What you return should be the lines of the data containing "edges", each in full.

################

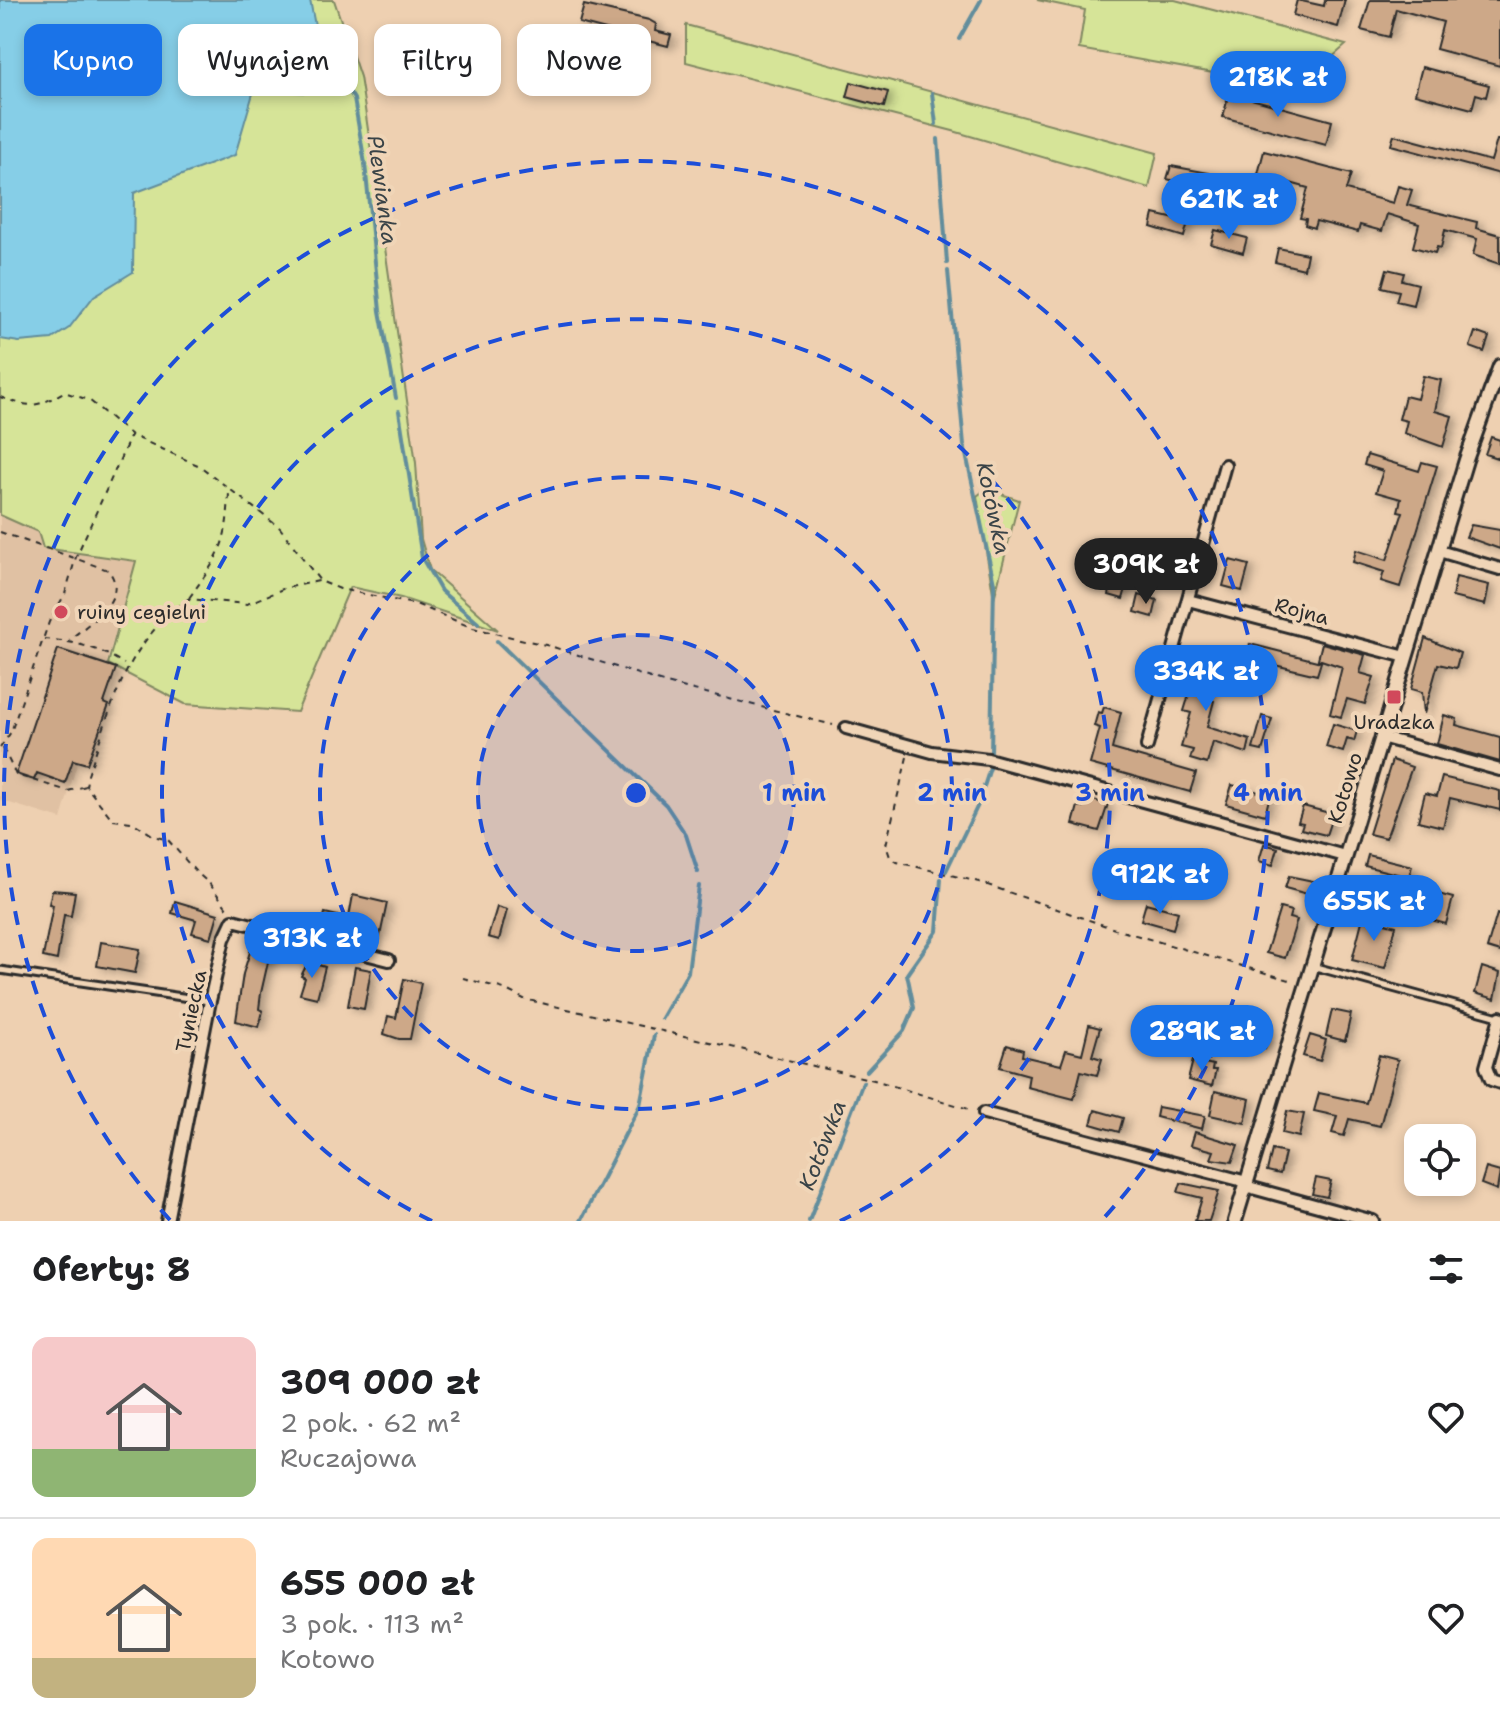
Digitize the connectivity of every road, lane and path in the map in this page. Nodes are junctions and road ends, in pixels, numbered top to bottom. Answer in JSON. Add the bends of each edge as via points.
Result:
{"nodes":[{"id":1,"x":1500,"y":366,"type":"edge"},
{"id":2,"x":0,"y":397,"type":"edge"},
{"id":3,"x":131,"y":435,"type":"junction"},
{"id":4,"x":1225,"y":465,"type":"dead end"},
{"id":5,"x":229,"y":491,"type":"junction"},
{"id":6,"x":0,"y":532,"type":"edge"},
{"id":7,"x":1439,"y":551,"type":"junction"},
{"id":8,"x":76,"y":557,"type":"junction"},
{"id":9,"x":1500,"y":569,"type":"edge"},
{"id":10,"x":320,"y":581,"type":"junction"},
{"id":11,"x":188,"y":599,"type":"junction"},
{"id":12,"x":1188,"y":600,"type":"junction"},
{"id":13,"x":43,"y":639,"type":"junction"},
{"id":14,"x":69,"y":640,"type":"junction"},
{"id":15,"x":1406,"y":657,"type":"junction"},
{"id":16,"x":126,"y":665,"type":"junction"},
{"id":17,"x":846,"y":728,"type":"joint"},
{"id":18,"x":1381,"y":737,"type":"junction"},
{"id":19,"x":909,"y":745,"type":"junction"},
{"id":20,"x":1147,"y":746,"type":"dead end"},
{"id":21,"x":1,"y":748,"type":"edge"},
{"id":22,"x":1500,"y":770,"type":"edge"},
{"id":23,"x":86,"y":786,"type":"junction"},
{"id":24,"x":1345,"y":856,"type":"junction"},
{"id":25,"x":233,"y":920,"type":"junction"},
{"id":26,"x":389,"y":960,"type":"dead end"},
{"id":27,"x":1311,"y":966,"type":"junction"},
{"id":28,"x":0,"y":970,"type":"edge"},
{"id":29,"x":463,"y":978,"type":"dead end"},
{"id":30,"x":1306,"y":984,"type":"junction"},
{"id":31,"x":210,"y":1001,"type":"junction"},
{"id":32,"x":1500,"y":1017,"type":"edge"},
{"id":33,"x":1500,"y":1083,"type":"edge"},
{"id":34,"x":984,"y":1113,"type":"joint"},
{"id":35,"x":1246,"y":1184,"type":"junction"},
{"id":36,"x":167,"y":1221,"type":"edge"},
{"id":37,"x":1235,"y":1221,"type":"edge"},
{"id":38,"x":1373,"y":1221,"type":"edge"}],
"edges":[{"from":1,"to":7,"type":"street","name":"Kotowo"},
{"from":2,"to":3,"type":"path","via":[[38,406],[64,392],[77,394]]},
{"from":3,"to":5,"type":"path","via":[[200,466]]},
{"from":3,"to":8,"type":"path"},
{"from":4,"to":12,"type":"street"},
{"from":5,"to":10,"type":"path","via":[[280,528]]},
{"from":5,"to":11,"type":"path","via":[[228,532],[219,556]]},
{"from":6,"to":8,"type":"path"},
{"from":7,"to":9,"type":"street"},
{"from":7,"to":15,"type":"street","name":"Kotowo"},
{"from":8,"to":13,"type":"path"},
{"from":8,"to":14,"type":"path","via":[[108,570],[117,586],[109,605]]},
{"from":10,"to":11,"type":"path","via":[[247,604]]},
{"from":10,"to":17,"type":"path","via":[[418,605],[473,628],[666,683]]},
{"from":11,"to":16,"type":"path","via":[[163,618]]},
{"from":12,"to":15,"type":"street","name":"Rojna"},
{"from":12,"to":20,"type":"street"},
{"from":13,"to":14,"type":"path"},
{"from":13,"to":21,"type":"path"},
{"from":14,"to":16,"type":"path","via":[[109,653]]},
{"from":15,"to":18,"type":"street","name":"Kotowo"},
{"from":16,"to":23,"type":"path"},
{"from":17,"to":19,"type":"street"},
{"from":18,"to":22,"type":"street"},
{"from":18,"to":24,"type":"street","name":"Kotowo"},
{"from":19,"to":24,"type":"street","via":[[988,759]]},
{"from":19,"to":30,"type":"path","via":[[886,845],[897,862],[979,882],[1115,929]]},
{"from":21,"to":23,"type":"path","via":[[16,775],[68,791]]},
{"from":23,"to":25,"type":"path","via":[[113,820],[132,822],[168,840],[209,883]]},
{"from":24,"to":27,"type":"street","name":"Kotowo"},
{"from":25,"to":26,"type":"street"},
{"from":25,"to":31,"type":"street","name":"Tyniecka"},
{"from":27,"to":30,"type":"street","name":"Kotowo"},
{"from":27,"to":32,"type":"lane"},
{"from":28,"to":31,"type":"lane"},
{"from":29,"to":34,"type":"path","via":[[524,999],[874,1080]]},
{"from":30,"to":35,"type":"street","name":"Kotowo"},
{"from":31,"to":36,"type":"street","name":"Tyniecka"},
{"from":32,"to":33,"type":"street","via":[[1486,1067],[1491,1080]]},
{"from":34,"to":35,"type":"street"},
{"from":35,"to":37,"type":"street","name":"Kotowo"},
{"from":35,"to":38,"type":"street"}]}
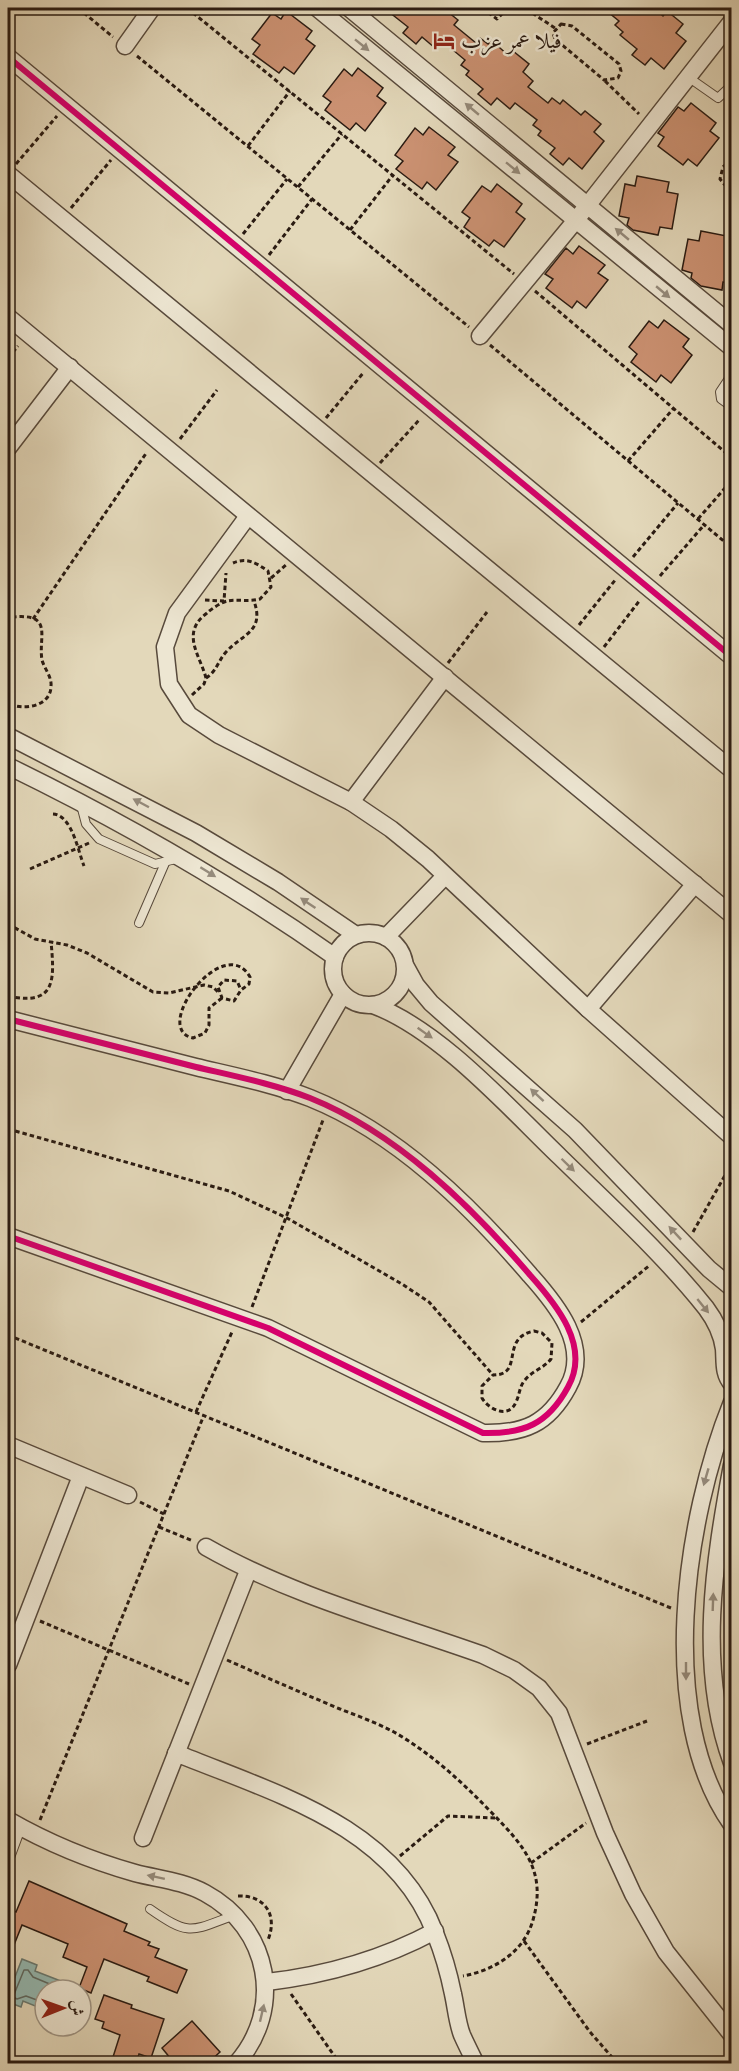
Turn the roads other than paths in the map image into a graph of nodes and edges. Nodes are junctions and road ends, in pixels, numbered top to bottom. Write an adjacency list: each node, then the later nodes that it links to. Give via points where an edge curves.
1 (152, 8): 7 (street)
2 (316, 8): 13 (street, one-way to 13)
3 (352, 8): 12 (street, one-way to 3)
4 (726, 8): 5 (street)
5 (732, 12)
6 (732, 21): 9 (street)
7 (124, 46)
8 (8, 57): 23 (street)
9 (688, 77): 10 (lane, via 718,98); 12 (street)
10 (732, 85)
11 (8, 174): 27 (street)
12 (587, 205): 13 (street); 15 (street, one-way to 12)
13 (576, 220): 16 (street); 17 (street, one-way to 17)
14 (8, 317): 18 (street)
15 (732, 325)
16 (480, 336)
17 (730, 344)
18 (70, 367): 21 (street); 22 (street)
19 (732, 374): 20 (lane, via 720,392 721,399)
20 (732, 407)
21 (8, 448)
22 (249, 516): 24 (street); 29 (street, via 177,613 165,647 169,684 189,715 219,735)
23 (732, 657)
24 (442, 675): 29 (street); 33 (street)
25 (8, 736): 36 (street, one-way to 25, via 196,832)
26 (8, 766): 28 (street)
27 (732, 770)
28 (80, 801): 30 (street); 31 (lane, via 86,824 99,839 143,860)
29 (351, 802): 32 (street, via 391,829)
30 (183, 857): 31 (lane); 38 (street, one-way to 38)
31 (165, 863): 35 (lane)
32 (445, 876): 37 (street); 42 (street)
33 (695, 884): 34 (street); 42 (street)
34 (732, 915)
35 (139, 923)
36 (356, 935): 37 (street); 38 (street)
37 (386, 937): 39 (street, via 402,954)
38 (335, 957): 40 (street, via 334,976)
39 (405, 965): 41 (street, via 401,987 394,996); 47 (street, one-way to 39, via 575,1130 431,1003)
40 (343, 994): 41 (street, via 352,1001); 44 (street)
41 (374, 1005): 48 (street, one-way to 48, via 435,1040 659,1257 718,1327 725,1369)
42 (588, 1009): 45 (street)
43 (8, 1019): 44 (street)
44 (287, 1091): 46 (street, via 327,1107 399,1150 447,1186 494,1233 566,1320 575,1358 570,1384 556,1407 535,1425 510,1434 483,1433 243,1318)
45 (732, 1137)
46 (8, 1236)
47 (732, 1288)
48 (732, 1384)
49 (732, 1402): 60 (street, one-way to 60, via 704,1483 693,1531 686,1682 706,1775)
50 (8, 1445): 52 (street)
51 (732, 1465): 54 (street)
52 (81, 1476): 53 (street); 57 (street)
53 (128, 1495)
54 (726, 1525): 59 (street, one-way to 54, via 723,1741 714,1691 713,1591)
55 (206, 1546): 56 (street)
56 (248, 1571): 58 (street); 68 (street, via 483,1655 539,1688 559,1713 633,1894 666,1952)
57 (8, 1665)
58 (177, 1753): 62 (street); 66 (street, via 311,1808 351,1829 391,1864 414,1893)
59 (732, 1763)
60 (732, 1825)
61 (21, 1828): 63 (lane); 65 (street, one-way to 61, via 182,1883 89,1859)
62 (143, 1838)
63 (8, 1863)
64 (150, 1909): 65 (lane, via 186,1930)
65 (235, 1915): 67 (street, via 256,1944)
66 (435, 1931): 67 (street, via 370,1961); 70 (street, via 461,2033)
67 (274, 1981): 69 (street, one-way to 67, via 250,2048)
68 (732, 2035)
69 (236, 2064)
70 (476, 2064)

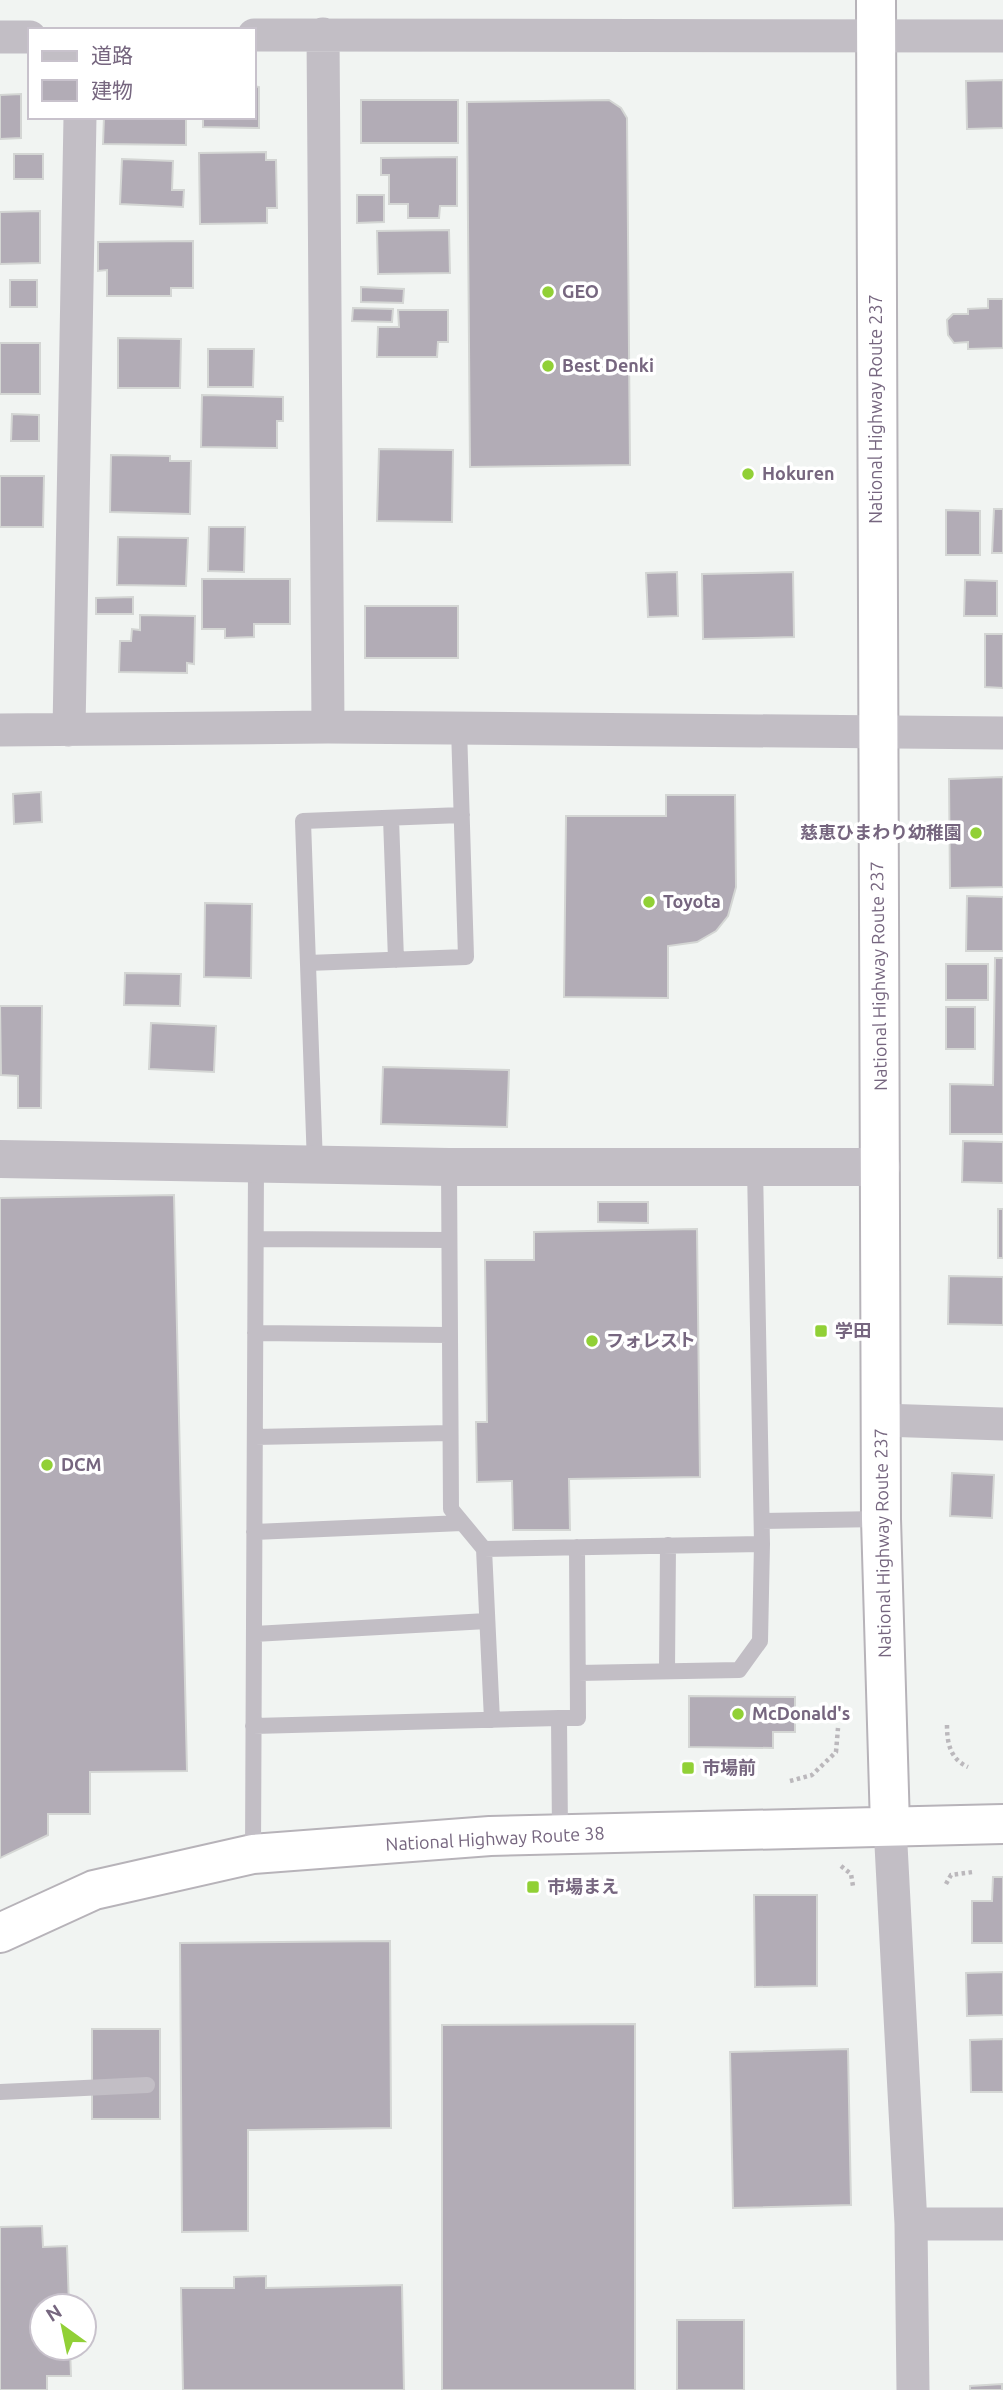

################

▶ [ANSWER TO THIS TASK]:
"edges":[{"from":1,"to":7,"type":"street","name":"Kotowo"},
Turn the roads other than paths in the map image into a graph of nodes and edges. Nodes are junctions and road ends, in pixels, numbered top to bottom. Write an adjacency list: each node, then the later nodes that it links to. Give via points where an edge curves.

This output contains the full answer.